LONDRES, 23 Janvier (AFP). – Le département du patrimoine britannique s’est opposé au projet de construction à Londres de la plus haute tour d’Europe, estimant qu’elle défigurerait le paysage urbain.
Seul un avis contraire du ministère de l’Environnement peut redonner vie à ce projet, qui devait voir l’édification dans la City de cette «tour du millénaire» de 379,5 mètres, conçue par l’architecte britannique Norman Foster.
Tout en reconnaissant la beauté du projet, Sir Jocelyn Stevens, président du patrimoine, a jugé que la tour aurait représenté une trop grande «différence en terme d’échelle, de hauteur et de proportions» avec le reste de la ville, où les gratte-ciel n’existent pas, et qu’elle «défigurerait» le paysage.
La tour, qui aurait dépassé les 300 mètres de celle de la Commerzbank, actuellement en construction à Francfort, devait s’élever sur le site du Baltic Exchange, ancien bâtiment classé et détruit par un attentat de l’IRA (Armée républicaine irlandaise) en 1992.

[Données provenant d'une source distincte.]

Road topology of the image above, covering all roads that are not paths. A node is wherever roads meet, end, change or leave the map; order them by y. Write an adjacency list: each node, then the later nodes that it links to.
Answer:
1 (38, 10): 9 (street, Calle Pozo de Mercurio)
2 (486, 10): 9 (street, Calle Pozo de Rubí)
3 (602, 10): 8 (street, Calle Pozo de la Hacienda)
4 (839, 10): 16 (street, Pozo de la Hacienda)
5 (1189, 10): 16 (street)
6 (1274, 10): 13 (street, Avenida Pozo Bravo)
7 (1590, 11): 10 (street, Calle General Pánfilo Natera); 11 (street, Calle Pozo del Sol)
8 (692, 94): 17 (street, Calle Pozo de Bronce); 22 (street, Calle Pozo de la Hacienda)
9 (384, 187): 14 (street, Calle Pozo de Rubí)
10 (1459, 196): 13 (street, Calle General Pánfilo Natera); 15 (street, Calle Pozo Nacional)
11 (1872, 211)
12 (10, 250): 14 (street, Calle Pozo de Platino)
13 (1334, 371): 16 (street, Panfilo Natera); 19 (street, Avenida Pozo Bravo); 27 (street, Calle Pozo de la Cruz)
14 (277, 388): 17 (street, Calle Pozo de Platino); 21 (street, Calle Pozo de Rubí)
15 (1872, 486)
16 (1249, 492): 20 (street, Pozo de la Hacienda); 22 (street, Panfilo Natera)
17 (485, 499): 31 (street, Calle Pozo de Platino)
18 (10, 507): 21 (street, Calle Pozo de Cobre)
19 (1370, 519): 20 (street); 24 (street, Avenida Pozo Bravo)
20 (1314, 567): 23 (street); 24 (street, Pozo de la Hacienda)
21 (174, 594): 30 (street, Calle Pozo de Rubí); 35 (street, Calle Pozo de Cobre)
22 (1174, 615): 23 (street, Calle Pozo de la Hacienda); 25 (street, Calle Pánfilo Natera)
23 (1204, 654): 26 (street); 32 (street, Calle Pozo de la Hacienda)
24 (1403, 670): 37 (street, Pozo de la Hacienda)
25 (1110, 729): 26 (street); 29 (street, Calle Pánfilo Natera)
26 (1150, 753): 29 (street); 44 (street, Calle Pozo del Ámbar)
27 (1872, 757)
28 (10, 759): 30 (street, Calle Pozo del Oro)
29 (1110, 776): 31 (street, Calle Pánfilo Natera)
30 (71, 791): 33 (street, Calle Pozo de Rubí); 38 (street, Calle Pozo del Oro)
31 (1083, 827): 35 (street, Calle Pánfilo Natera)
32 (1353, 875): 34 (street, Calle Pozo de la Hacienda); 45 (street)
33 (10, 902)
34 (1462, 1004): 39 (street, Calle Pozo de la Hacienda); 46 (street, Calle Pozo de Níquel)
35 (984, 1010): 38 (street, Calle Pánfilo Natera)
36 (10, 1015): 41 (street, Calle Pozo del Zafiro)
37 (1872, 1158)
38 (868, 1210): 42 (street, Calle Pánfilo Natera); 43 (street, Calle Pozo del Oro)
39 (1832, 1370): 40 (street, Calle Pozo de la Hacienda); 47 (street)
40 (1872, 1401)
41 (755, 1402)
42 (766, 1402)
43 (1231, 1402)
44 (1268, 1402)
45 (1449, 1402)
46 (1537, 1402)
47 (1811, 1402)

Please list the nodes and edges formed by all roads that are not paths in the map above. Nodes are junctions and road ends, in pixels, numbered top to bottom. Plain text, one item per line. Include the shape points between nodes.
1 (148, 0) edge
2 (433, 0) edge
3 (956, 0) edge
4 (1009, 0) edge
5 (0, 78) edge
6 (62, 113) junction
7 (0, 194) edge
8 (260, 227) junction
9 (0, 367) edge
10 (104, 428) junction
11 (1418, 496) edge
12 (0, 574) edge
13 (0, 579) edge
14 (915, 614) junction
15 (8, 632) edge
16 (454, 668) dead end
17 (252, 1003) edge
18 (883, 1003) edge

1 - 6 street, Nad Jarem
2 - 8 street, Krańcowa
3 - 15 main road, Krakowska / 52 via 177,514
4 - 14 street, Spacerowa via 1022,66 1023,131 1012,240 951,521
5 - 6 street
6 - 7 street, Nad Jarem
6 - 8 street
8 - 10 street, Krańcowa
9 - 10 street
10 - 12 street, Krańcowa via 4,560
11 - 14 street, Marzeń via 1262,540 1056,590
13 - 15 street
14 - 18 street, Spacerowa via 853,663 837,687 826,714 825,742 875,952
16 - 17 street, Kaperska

Le corps principal du bâtiment, un arc de cercle aux extrémités arrondies, devait être surplombé de deux tours d’habitations où prendraient place 40 appartements de luxe.
Le promoteur était la société Trafalgar House, filiale britannique du groupe norvégien Kvaerner, qui comptait investir 400 millions de livres (660 millions de dollars) dans le projet.